- **EXERCISE PROMPT**: Write out all of the data again, precisely as it appears.

BEGIN

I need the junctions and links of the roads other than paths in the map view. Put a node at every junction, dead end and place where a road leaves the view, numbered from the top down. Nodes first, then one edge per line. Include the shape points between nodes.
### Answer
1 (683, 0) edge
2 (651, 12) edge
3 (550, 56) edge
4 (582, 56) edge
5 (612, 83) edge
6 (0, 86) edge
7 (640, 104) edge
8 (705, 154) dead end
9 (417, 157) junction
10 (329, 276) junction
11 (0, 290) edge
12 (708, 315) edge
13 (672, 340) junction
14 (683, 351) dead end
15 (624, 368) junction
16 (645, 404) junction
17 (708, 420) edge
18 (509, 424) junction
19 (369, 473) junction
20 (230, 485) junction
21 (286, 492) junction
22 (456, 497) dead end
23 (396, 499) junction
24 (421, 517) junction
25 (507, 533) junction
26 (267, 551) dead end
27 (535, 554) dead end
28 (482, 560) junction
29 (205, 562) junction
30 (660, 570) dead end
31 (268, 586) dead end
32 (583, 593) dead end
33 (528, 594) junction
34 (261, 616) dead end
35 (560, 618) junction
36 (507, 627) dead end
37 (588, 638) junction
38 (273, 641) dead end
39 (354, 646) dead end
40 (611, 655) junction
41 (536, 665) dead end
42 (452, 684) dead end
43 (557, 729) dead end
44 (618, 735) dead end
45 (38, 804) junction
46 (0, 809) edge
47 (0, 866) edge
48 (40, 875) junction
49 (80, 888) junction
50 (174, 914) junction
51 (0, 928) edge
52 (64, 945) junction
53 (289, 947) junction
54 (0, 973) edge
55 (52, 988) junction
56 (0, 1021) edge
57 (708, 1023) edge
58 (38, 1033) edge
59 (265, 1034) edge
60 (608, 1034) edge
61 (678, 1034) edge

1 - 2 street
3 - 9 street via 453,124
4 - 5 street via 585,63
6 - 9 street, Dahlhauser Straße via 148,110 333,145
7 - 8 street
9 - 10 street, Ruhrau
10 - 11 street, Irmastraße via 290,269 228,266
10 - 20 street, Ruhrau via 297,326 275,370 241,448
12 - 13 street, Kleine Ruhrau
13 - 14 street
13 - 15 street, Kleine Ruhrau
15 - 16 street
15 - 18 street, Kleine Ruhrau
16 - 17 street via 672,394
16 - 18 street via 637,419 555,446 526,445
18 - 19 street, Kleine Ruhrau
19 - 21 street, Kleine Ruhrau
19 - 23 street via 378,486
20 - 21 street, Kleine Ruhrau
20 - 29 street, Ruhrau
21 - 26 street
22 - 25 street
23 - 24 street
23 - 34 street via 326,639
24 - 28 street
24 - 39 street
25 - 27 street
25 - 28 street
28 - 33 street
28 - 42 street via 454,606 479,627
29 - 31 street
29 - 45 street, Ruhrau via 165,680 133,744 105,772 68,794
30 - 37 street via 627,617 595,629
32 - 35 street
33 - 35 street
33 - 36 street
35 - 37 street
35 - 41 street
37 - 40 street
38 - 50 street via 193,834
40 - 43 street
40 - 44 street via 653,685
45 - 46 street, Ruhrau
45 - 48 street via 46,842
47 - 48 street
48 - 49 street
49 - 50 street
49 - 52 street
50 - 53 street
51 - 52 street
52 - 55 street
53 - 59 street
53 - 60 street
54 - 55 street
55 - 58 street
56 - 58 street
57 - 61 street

END

- **SOLVED PROBLEM**:
I need the junctions and links of the roads other than paths in the map view. Put a node at every junction, dead end and place where a road leaves the view, numbered from the top down. Nodes first, then one edge per line. Include the shape points between nodes.
### Answer
1 (683, 0) edge
2 (651, 12) edge
3 (550, 56) edge
4 (582, 56) edge
5 (612, 83) edge
6 (0, 86) edge
7 (640, 104) edge
8 (705, 154) dead end
9 (417, 157) junction
10 (329, 276) junction
11 (0, 290) edge
12 (708, 315) edge
13 (672, 340) junction
14 (683, 351) dead end
15 (624, 368) junction
16 (645, 404) junction
17 (708, 420) edge
18 (509, 424) junction
19 (369, 473) junction
20 (230, 485) junction
21 (286, 492) junction
22 (456, 497) dead end
23 (396, 499) junction
24 (421, 517) junction
25 (507, 533) junction
26 (267, 551) dead end
27 (535, 554) dead end
28 (482, 560) junction
29 (205, 562) junction
30 (660, 570) dead end
31 (268, 586) dead end
32 (583, 593) dead end
33 (528, 594) junction
34 (261, 616) dead end
35 (560, 618) junction
36 (507, 627) dead end
37 (588, 638) junction
38 (273, 641) dead end
39 (354, 646) dead end
40 (611, 655) junction
41 (536, 665) dead end
42 (452, 684) dead end
43 (557, 729) dead end
44 (618, 735) dead end
45 (38, 804) junction
46 (0, 809) edge
47 (0, 866) edge
48 (40, 875) junction
49 (80, 888) junction
50 (174, 914) junction
51 (0, 928) edge
52 (64, 945) junction
53 (289, 947) junction
54 (0, 973) edge
55 (52, 988) junction
56 (0, 1021) edge
57 (708, 1023) edge
58 (38, 1033) edge
59 (265, 1034) edge
60 (608, 1034) edge
61 (678, 1034) edge

1 - 2 street
3 - 9 street via 453,124
4 - 5 street via 585,63
6 - 9 street, Dahlhauser Straße via 148,110 333,145
7 - 8 street
9 - 10 street, Ruhrau
10 - 11 street, Irmastraße via 290,269 228,266
10 - 20 street, Ruhrau via 297,326 275,370 241,448
12 - 13 street, Kleine Ruhrau
13 - 14 street
13 - 15 street, Kleine Ruhrau
15 - 16 street
15 - 18 street, Kleine Ruhrau
16 - 17 street via 672,394
16 - 18 street via 637,419 555,446 526,445
18 - 19 street, Kleine Ruhrau
19 - 21 street, Kleine Ruhrau
19 - 23 street via 378,486
20 - 21 street, Kleine Ruhrau
20 - 29 street, Ruhrau
21 - 26 street
22 - 25 street
23 - 24 street
23 - 34 street via 326,639
24 - 28 street
24 - 39 street
25 - 27 street
25 - 28 street
28 - 33 street
28 - 42 street via 454,606 479,627
29 - 31 street
29 - 45 street, Ruhrau via 165,680 133,744 105,772 68,794
30 - 37 street via 627,617 595,629
32 - 35 street
33 - 35 street
33 - 36 street
35 - 37 street
35 - 41 street
37 - 40 street
38 - 50 street via 193,834
40 - 43 street
40 - 44 street via 653,685
45 - 46 street, Ruhrau
45 - 48 street via 46,842
47 - 48 street
48 - 49 street
49 - 50 street
49 - 52 street
50 - 53 street
51 - 52 street
52 - 55 street
53 - 59 street
53 - 60 street
54 - 55 street
55 - 58 street
56 - 58 street
57 - 61 street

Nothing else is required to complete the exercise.